■ TASK STATEMENT
Exact copy, no pictures: set down every entry below as written.

──────── RECORDS PROVIDED ────────

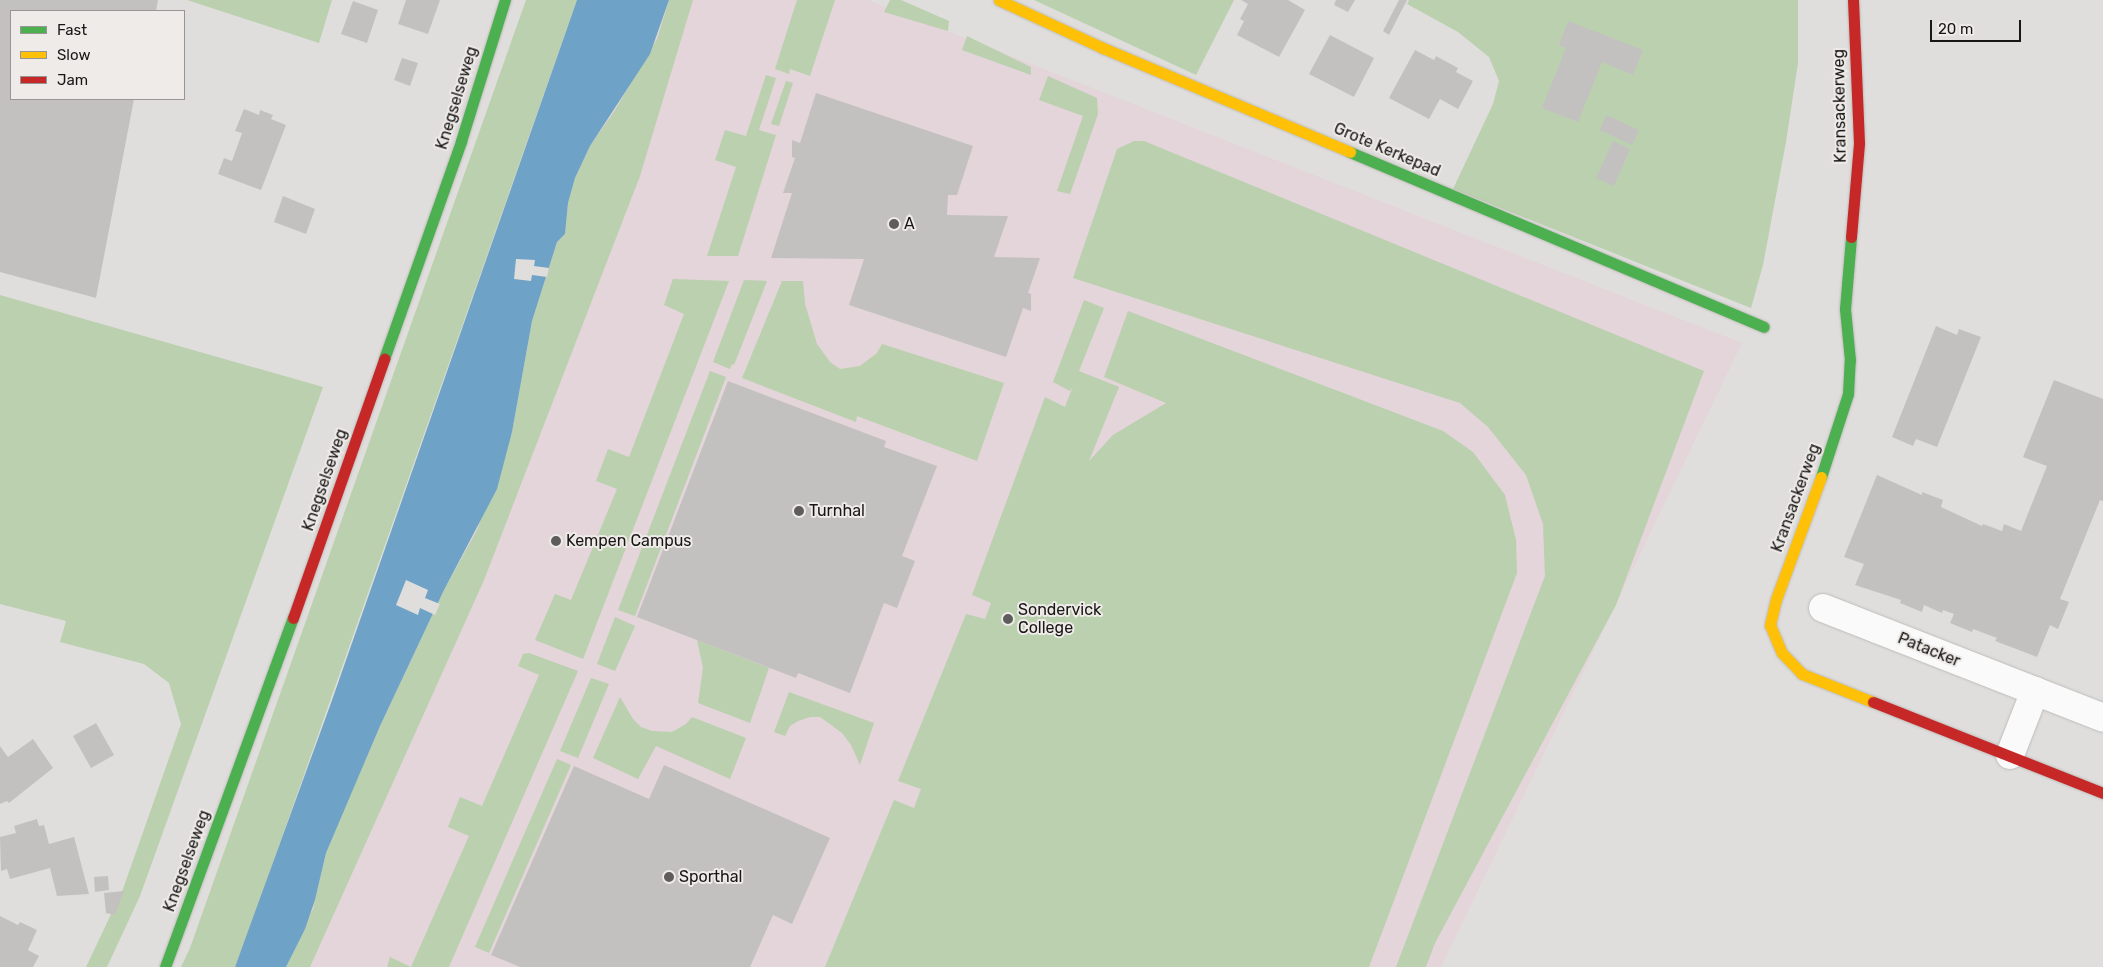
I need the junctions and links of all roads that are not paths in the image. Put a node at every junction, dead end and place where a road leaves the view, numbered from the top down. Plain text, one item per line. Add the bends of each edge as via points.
1 (505, 0) edge
2 (999, 0) edge
3 (1853, 0) edge
4 (1764, 326) dead end
5 (1823, 608) dead end
6 (2035, 692) junction
7 (2103, 718) edge
8 (2010, 755) junction
9 (2103, 793) edge
10 (165, 967) edge

1 - 10 street, Knegselseweg via 455,160 271,680
2 - 4 street, Grote Kerkepad via 1121,56
3 - 8 street, Kransackerweg via 1859,143 1845,309 1850,360 1848,394 1776,598 1770,625 1782,653 1802,674
5 - 6 street, Patacker
6 - 7 street, Patacker
6 - 8 street
8 - 9 street, Kransackerweg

────────

■ ANSWER
I need the junctions and links of all roads that are not paths in the image. Put a node at every junction, dead end and place where a road leaves the view, numbered from the top down. Plain text, one item per line. Add the bends of each edge as via points.
1 (505, 0) edge
2 (999, 0) edge
3 (1853, 0) edge
4 (1764, 326) dead end
5 (1823, 608) dead end
6 (2035, 692) junction
7 (2103, 718) edge
8 (2010, 755) junction
9 (2103, 793) edge
10 (165, 967) edge

1 - 10 street, Knegselseweg via 455,160 271,680
2 - 4 street, Grote Kerkepad via 1121,56
3 - 8 street, Kransackerweg via 1859,143 1845,309 1850,360 1848,394 1776,598 1770,625 1782,653 1802,674
5 - 6 street, Patacker
6 - 7 street, Patacker
6 - 8 street
8 - 9 street, Kransackerweg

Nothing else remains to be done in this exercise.